[Opening Dataset extract section]

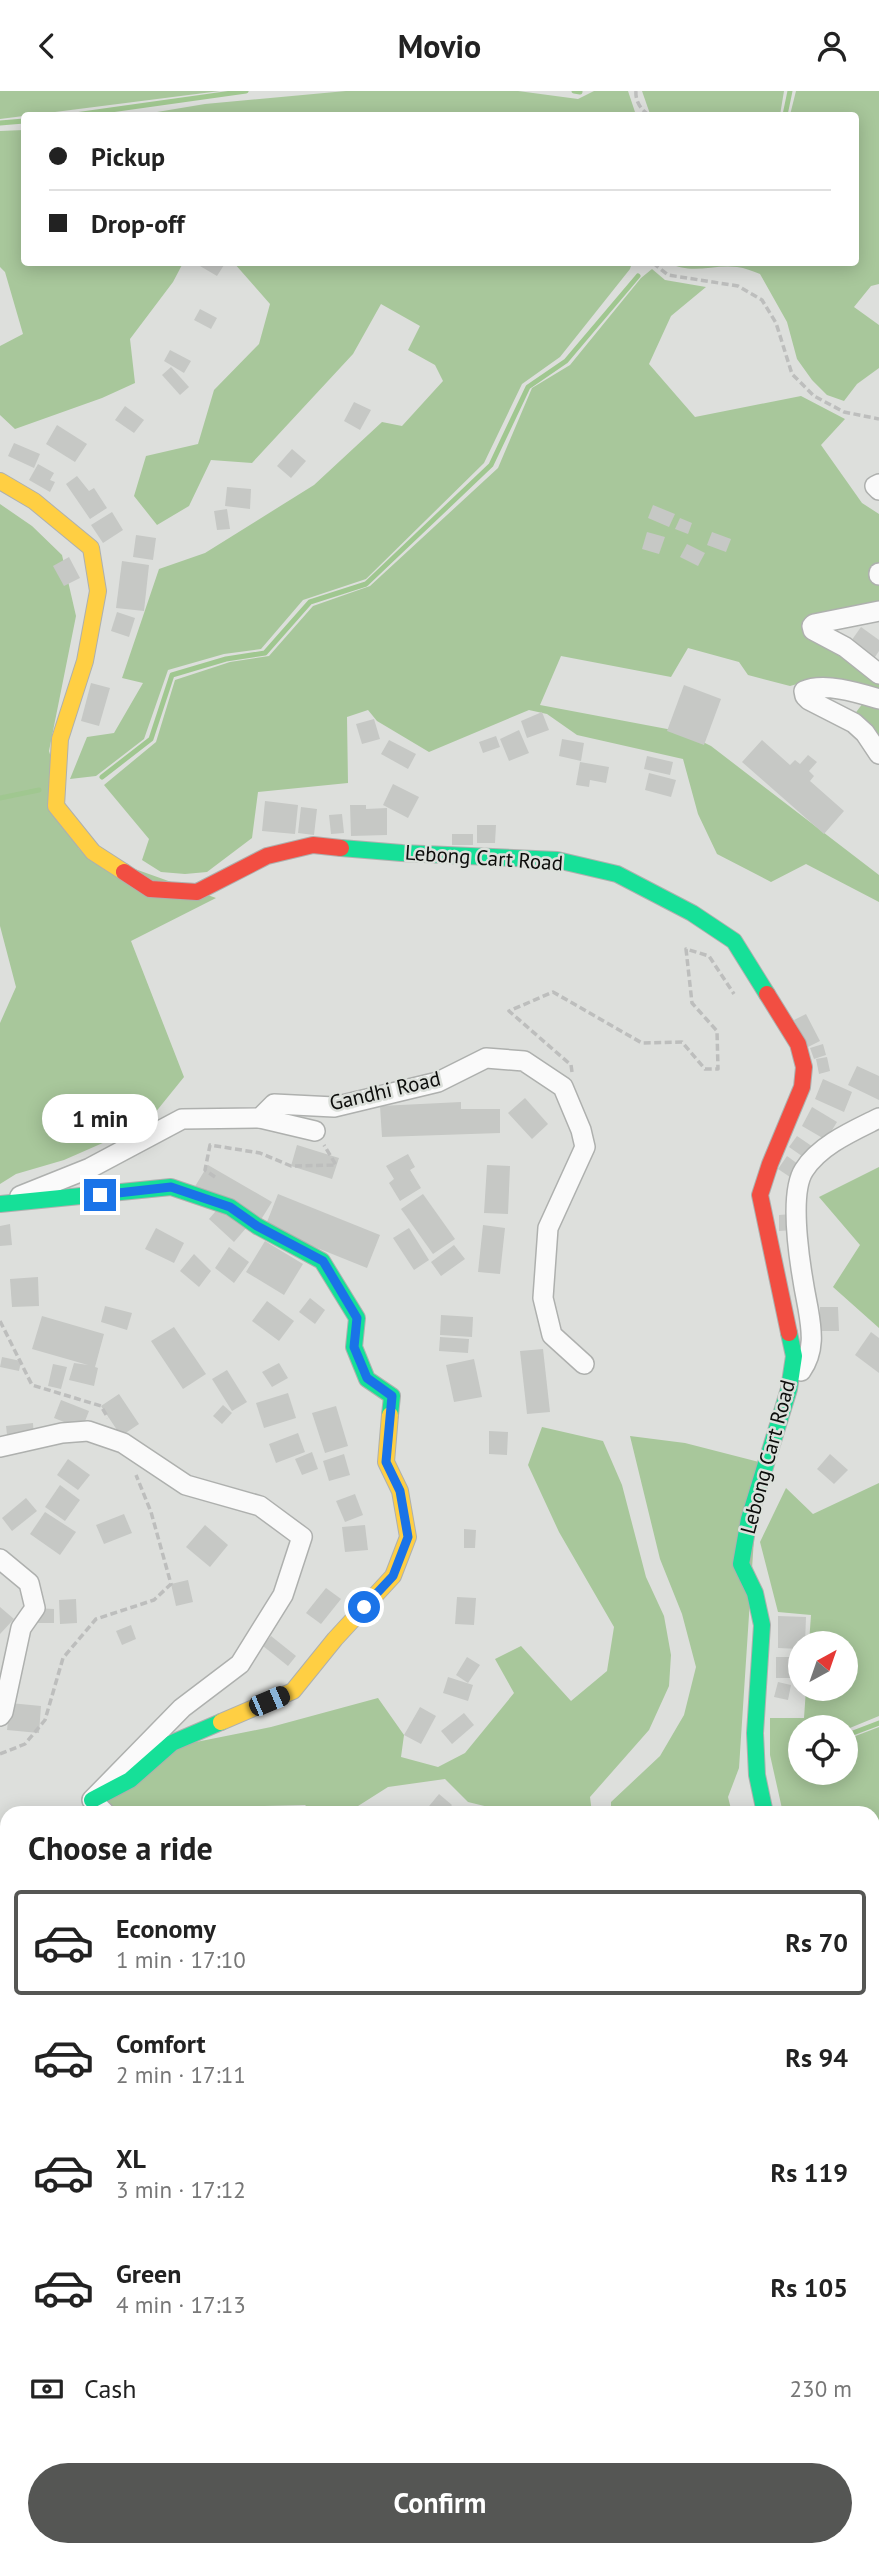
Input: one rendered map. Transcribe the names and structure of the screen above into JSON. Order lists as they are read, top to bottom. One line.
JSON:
{"streets":{"main road":["Lebong Cart Road"],"street":["Gandhi Road"]},"north":"top right","page":{"header":"Movio","banner":["Pickup","Drop-off"],"bubble":"1 min","heading":"Choose a ride","list":[{"name":"Economy","note":"1 min · 17:10","value":"Rs 70"},{"name":"Comfort","note":"2 min · 17:11","value":"Rs 94"},{"name":"XL","note":"3 min · 17:12","value":"Rs 119"},{"name":"Green","note":"4 min · 17:13","value":"Rs 105"}],"pay":["Cash","230 m"],"buttons":"Confirm"}}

[Closing Dataset extract section]

# Exercise description
Retype each line above precisely, please. Skip anything that is a picture.

# Response area
Input: one rendered map. Transcribe the names and structure of the screen above into JSON. Order lists as they are read, top to bottom. One line.
JSON:
{"streets":{"main road":["Lebong Cart Road"],"street":["Gandhi Road"]},"north":"top right","page":{"header":"Movio","banner":["Pickup","Drop-off"],"bubble":"1 min","heading":"Choose a ride","list":[{"name":"Economy","note":"1 min · 17:10","value":"Rs 70"},{"name":"Comfort","note":"2 min · 17:11","value":"Rs 94"},{"name":"XL","note":"3 min · 17:12","value":"Rs 119"},{"name":"Green","note":"4 min · 17:13","value":"Rs 105"}],"pay":["Cash","230 m"],"buttons":"Confirm"}}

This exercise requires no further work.